Les deux parties ne se reconnaissent pas officiellement diplomatiquement et dès 1955, le Liban a promulgué une loi interdisant aux citoyens libanais d'avoir des contacts avec Israël. Depuis qu'Israël a de nouveau engagé des combats avec les forces du Hezbollah dans le sud du Liban, le Premier ministre libanais a refusé de s'entretenir par téléphone avec le Premier ministre israélien.
Le président américain Donald Trump a salué l'accord de cessez-le-feu comme ayant une signification historique et a déclaré qu'il inviterait les Premiers ministres israéliens et libanais à se rendre aux États-Unis pour des négociations de paix au plus haut niveau. En fait, cet accord de cessez-le-feu est le résultat de l'obligation de la situation pour les États-Unis, Israël et le Liban.
La cause profonde est que le conflit entre Israël et le Hezbollah au Liban est indissociable du conflit américano-israélien avec l'Iran. Les États-Unis et l'Iran, après plusieurs jours de combats acharnés, viennent d'obtenir un accord de cessez-le-feu. Les développements ultérieurs de cet accord de cessez-le-feu dépendent également du fait qu'Israël cesse ou non les combats au Liban. C'est pourquoi on dit que l'accord de cessez-le-feu israélo-libanais n'est qu'un cessez-le-feu séparé entre ces deux parties dans une bataille commune. L'accord contient un contenu très général et est très susceptible de s'effondrer car le gouvernement libanais n'a pas la capacité réelle de sanctionner le camp du Hezbollah, tandis que les États-Unis et Israël le souhaitent vivement mais n'ont pas non plus la capacité réelle de désarmer ou d'anéantir complètement les forces du Hezbollah.

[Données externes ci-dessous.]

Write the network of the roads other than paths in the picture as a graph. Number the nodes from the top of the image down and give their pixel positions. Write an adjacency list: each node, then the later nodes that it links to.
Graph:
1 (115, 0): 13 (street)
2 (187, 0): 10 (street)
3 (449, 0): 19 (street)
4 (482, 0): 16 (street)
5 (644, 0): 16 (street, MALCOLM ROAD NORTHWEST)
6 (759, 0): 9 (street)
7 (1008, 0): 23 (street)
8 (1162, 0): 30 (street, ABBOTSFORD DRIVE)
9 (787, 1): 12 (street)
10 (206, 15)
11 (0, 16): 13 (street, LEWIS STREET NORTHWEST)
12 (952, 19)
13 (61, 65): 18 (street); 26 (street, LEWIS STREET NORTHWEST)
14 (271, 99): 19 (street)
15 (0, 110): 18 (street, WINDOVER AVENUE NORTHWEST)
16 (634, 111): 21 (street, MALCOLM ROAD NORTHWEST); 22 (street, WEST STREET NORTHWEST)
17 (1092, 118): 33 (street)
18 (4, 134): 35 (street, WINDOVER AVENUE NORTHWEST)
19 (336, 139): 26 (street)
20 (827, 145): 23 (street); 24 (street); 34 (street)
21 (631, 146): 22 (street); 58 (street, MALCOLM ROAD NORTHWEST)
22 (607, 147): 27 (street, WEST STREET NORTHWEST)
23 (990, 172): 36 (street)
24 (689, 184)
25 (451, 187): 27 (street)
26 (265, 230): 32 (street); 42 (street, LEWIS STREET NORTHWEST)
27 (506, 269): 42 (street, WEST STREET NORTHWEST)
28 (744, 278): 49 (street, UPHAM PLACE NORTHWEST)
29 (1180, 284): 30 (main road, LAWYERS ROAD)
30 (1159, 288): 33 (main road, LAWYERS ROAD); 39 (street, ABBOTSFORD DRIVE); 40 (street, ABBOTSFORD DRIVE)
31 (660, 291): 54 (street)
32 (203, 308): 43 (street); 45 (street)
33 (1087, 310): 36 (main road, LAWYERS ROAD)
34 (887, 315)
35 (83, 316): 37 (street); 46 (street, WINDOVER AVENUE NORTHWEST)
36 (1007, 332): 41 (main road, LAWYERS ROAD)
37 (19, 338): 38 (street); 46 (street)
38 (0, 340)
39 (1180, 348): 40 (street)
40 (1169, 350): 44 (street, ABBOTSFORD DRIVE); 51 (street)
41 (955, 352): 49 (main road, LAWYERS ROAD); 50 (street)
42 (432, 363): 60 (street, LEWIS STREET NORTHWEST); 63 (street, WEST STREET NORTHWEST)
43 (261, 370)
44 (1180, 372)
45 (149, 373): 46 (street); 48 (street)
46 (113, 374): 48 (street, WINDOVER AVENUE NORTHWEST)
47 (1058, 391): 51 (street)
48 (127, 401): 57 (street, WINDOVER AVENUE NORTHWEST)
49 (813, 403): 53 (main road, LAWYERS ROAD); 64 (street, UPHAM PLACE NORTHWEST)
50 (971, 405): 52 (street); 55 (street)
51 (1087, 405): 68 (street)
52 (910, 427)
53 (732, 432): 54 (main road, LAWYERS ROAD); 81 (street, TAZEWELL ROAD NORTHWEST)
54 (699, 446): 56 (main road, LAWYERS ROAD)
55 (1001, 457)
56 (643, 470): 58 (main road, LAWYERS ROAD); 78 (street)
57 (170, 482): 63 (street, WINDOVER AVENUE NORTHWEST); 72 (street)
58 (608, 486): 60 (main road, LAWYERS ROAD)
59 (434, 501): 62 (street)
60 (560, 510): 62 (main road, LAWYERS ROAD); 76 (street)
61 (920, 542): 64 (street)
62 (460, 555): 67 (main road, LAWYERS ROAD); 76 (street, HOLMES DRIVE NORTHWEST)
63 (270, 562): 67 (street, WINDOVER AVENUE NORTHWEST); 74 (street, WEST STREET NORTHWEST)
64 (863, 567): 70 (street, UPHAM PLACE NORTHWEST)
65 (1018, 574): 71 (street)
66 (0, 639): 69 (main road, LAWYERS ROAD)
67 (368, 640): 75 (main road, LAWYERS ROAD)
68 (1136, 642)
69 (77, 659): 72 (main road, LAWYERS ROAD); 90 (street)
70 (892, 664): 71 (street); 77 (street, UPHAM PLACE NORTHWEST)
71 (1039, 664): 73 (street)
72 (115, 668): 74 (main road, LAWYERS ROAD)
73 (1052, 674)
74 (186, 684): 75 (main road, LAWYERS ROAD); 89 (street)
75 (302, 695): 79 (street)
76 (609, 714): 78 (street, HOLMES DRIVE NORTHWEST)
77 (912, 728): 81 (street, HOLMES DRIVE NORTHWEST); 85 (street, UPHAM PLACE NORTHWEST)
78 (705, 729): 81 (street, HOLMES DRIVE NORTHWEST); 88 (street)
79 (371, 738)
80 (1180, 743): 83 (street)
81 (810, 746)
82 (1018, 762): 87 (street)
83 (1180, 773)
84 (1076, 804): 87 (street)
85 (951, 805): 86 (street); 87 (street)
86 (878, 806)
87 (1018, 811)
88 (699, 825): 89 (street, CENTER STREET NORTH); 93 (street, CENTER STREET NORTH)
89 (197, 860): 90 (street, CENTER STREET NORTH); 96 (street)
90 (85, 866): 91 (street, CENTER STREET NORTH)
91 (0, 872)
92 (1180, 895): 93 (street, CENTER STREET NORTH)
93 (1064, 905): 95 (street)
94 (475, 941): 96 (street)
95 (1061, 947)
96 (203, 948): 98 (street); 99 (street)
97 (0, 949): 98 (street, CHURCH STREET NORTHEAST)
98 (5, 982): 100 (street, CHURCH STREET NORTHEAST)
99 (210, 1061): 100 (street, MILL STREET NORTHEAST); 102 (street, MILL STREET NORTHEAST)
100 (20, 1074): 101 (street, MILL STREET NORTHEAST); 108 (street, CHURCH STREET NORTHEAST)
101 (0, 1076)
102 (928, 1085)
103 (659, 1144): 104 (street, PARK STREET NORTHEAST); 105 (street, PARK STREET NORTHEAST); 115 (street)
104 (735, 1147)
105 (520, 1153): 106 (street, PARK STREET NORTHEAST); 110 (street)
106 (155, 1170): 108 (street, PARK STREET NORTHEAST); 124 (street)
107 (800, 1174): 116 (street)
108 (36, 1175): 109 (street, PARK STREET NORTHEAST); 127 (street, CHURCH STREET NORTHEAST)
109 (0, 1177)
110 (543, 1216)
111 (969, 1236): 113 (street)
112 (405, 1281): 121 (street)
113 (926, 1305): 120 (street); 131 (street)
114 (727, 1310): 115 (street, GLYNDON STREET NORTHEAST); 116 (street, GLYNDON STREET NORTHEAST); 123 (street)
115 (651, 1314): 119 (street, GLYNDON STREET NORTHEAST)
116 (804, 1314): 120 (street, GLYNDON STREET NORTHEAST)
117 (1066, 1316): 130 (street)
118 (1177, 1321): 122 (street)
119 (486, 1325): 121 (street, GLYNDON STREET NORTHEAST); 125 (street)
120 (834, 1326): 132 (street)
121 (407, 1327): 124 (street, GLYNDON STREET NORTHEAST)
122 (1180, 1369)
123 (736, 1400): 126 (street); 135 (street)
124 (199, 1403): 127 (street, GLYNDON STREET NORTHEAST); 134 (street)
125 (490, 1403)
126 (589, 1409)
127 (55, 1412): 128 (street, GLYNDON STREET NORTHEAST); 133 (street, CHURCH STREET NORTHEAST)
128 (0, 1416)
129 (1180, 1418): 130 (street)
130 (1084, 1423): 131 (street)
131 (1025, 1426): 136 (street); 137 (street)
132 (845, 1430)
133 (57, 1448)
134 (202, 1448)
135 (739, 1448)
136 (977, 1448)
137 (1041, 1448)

Le gouvernement libanais doit parvenir à un accord de cessez-le-feu avec Israël afin que le Liban ne soit pas entraîné dans le conflit des États-Unis et d'Israël avec l'Iran et que le Liban ne devienne pas une carte dans les mains de l'Iran lors des négociations avec les États-Unis. Israël est contraint de s'engager dans cet accord de cessez-le-feu avec le Liban et ne le souhaite absolument pas car il préconise de profiter de la détente entre les États-Unis et l'Iran pour se concentrer sur l'élimination du Hezbollah et de profiter des combats pour occuper à long terme certaines zones territoriales dans le sud du Liban. Israël est contraint d'accepter un cessez-le-feu avec le Liban en raison de la forte pression exercée par les États-Unis. Plus récemment, M. Trump a également exprimé son irritation face au non-respect par Israël du cessez-le-feu au Liban en déclarant publiquement que "les États-Unis interdisent à Israël M. Trump a vraiment besoin d'un cessez-le-feu au Liban car l'Iran considère la cessation des combats israéliens avec le Hezbollah comme une condition préalable aux pourparlers de paix avec les États-Unis et une partie indispensable de tout traité de paix avec les États-Unis. S'il avait réussi à utiliser l'avantage militaire pour soumettre l'Iran, M. Trump n'aurait pas accepté d'entamer des pourparlers de paix avec l'Iran. C'est précisément à cause du besoin de pourparlers de paix avec l'Iran pour trouver une issue pour sortir les États-Unis du conflit avec l'Iran que M. Trump a forcé Israël à accepter un cessez-le-feu au Liban.
Mais c'est aussi pour cette raison que les perspectives de cessez-le-feu ou de fin du conflit au Liban entre Israël et le Hezbollah dépendent désormais entièrement de l'évolution du conflit entre les États-Unis et Israël et l'Iran, ainsi que de l'évolution et de l'issue du processus de négociation de paix américano-iranien. Tous les signes montrent que les États-Unis et l'Iran ne peuvent pas encore entamer de véritables pourparlers de paix entre eux et qu'il n'est pas certain que l'accord de paix de deux semaines sera prolongé après son expiration le 21 avril prochain.